-- EXERCISE AIM --
Write out each line of the records that has "Mojkovačka" in it.

-- RECORDS TO USE --
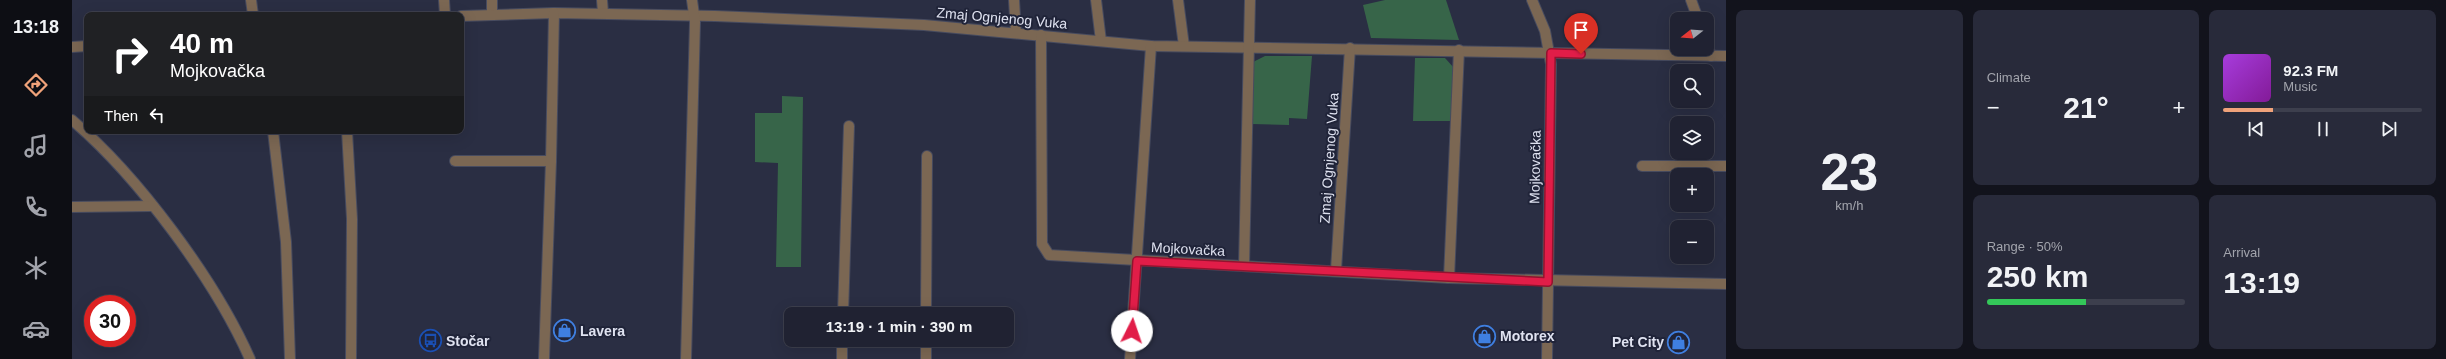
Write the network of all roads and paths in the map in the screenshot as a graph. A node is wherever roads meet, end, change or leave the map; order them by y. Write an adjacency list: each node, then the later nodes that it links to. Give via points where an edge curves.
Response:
1 (251, 0): 12 (street)
2 (444, 0): 13 (street)
3 (492, 0): 17 (street)
4 (602, 0): 16 (street)
5 (692, 0): 18 (street)
6 (1014, 0): 20 (street)
7 (1096, 0): 22 (street)
8 (1178, 0): 25 (street)
9 (1250, 0): 27 (street)
10 (1532, 0): 30 (street)
11 (1691, 0): 14 (street)
12 (252, 12)
13 (445, 12)
14 (1695, 12)
15 (554, 13): 16 (street, Zmaj Ognjenog Vuka); 17 (street, Zmaj Ognjenog Vuka); 42 (street)
16 (603, 13): 18 (street, Zmaj Ognjenog Vuka)
17 (492, 15): 19 (street, Zmaj Ognjenog Vuka)
18 (693, 15): 20 (street, Zmaj Ognjenog Vuka, via 868,22); 61 (street, via 695,22)
19 (464, 16)
20 (1016, 33): 21 (street, Zmaj Ognjenog Vuka)
21 (1041, 35): 22 (street, Zmaj Ognjenog Vuka); 47 (street, Mojkovačka, via 1044,248 1054,257)
22 (1101, 41): 24 (street, Zmaj Ognjenog Vuka)
23 (84, 46): 26 (street)
24 (1151, 46): 25 (street, Zmaj Ognjenog Vuka); 47 (street)
25 (1184, 46): 27 (street, Zmaj Ognjenog Vuka)
26 (72, 47)
27 (1250, 47): 28 (street, Zmaj Ognjenog Vuka); 48 (street)
28 (1350, 48): 29 (street, Zmaj Ognjenog Vuka); 49 (street, Zmaj Ognjenog Vuka)
29 (1459, 50): 30 (street, Zmaj Ognjenog Vuka); 50 (street)
30 (1551, 53): 31 (street, Zmaj Ognjenog Vuka); 51 (street, Mojkovačka)
31 (1670, 55)
32 (1714, 56): 33 (street, Zmaj Ognjenog Vuka)
33 (1726, 56)
34 (72, 120): 36 (street)
35 (849, 126): 53 (street)
36 (84, 132)
37 (86, 134): 45 (street)
38 (273, 134): 58 (street, via 286,242)
39 (347, 134): 59 (street, via 352,219)
40 (927, 156): 54 (street)
41 (455, 161): 42 (street)
42 (551, 161): 60 (street)
43 (1642, 166): 44 (street)
44 (1726, 166)
45 (153, 206): 46 (street); 57 (street, via 216,296 237,330)
46 (72, 207)
47 (1137, 261): 48 (street, Mojkovačka); 64 (street)
48 (1244, 266): 49 (street, Mojkovačka)
49 (1336, 270): 50 (street, Mojkovačka)
50 (1449, 278): 51 (street, Mojkovačka)
51 (1548, 282): 52 (street, Mojkovačka); 65 (street, Mojkovačka)
52 (1726, 284)
53 (843, 307)
54 (926, 307)
55 (842, 347): 62 (street)
56 (926, 347): 63 (street)
57 (250, 359)
58 (290, 359)
59 (352, 359)
60 (544, 359)
61 (686, 359)
62 (842, 359)
63 (926, 359)
64 (1130, 359)
65 (1547, 359)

-- EXERCISE RESULT --
21 (1041, 35): 22 (street, Zmaj Ognjenog Vuka); 47 (street, Mojkovačka, via 1044,248 1054,257)
30 (1551, 53): 31 (street, Zmaj Ognjenog Vuka); 51 (street, Mojkovačka)
47 (1137, 261): 48 (street, Mojkovačka); 64 (street)
48 (1244, 266): 49 (street, Mojkovačka)
49 (1336, 270): 50 (street, Mojkovačka)
50 (1449, 278): 51 (street, Mojkovačka)
51 (1548, 282): 52 (street, Mojkovačka); 65 (street, Mojkovačka)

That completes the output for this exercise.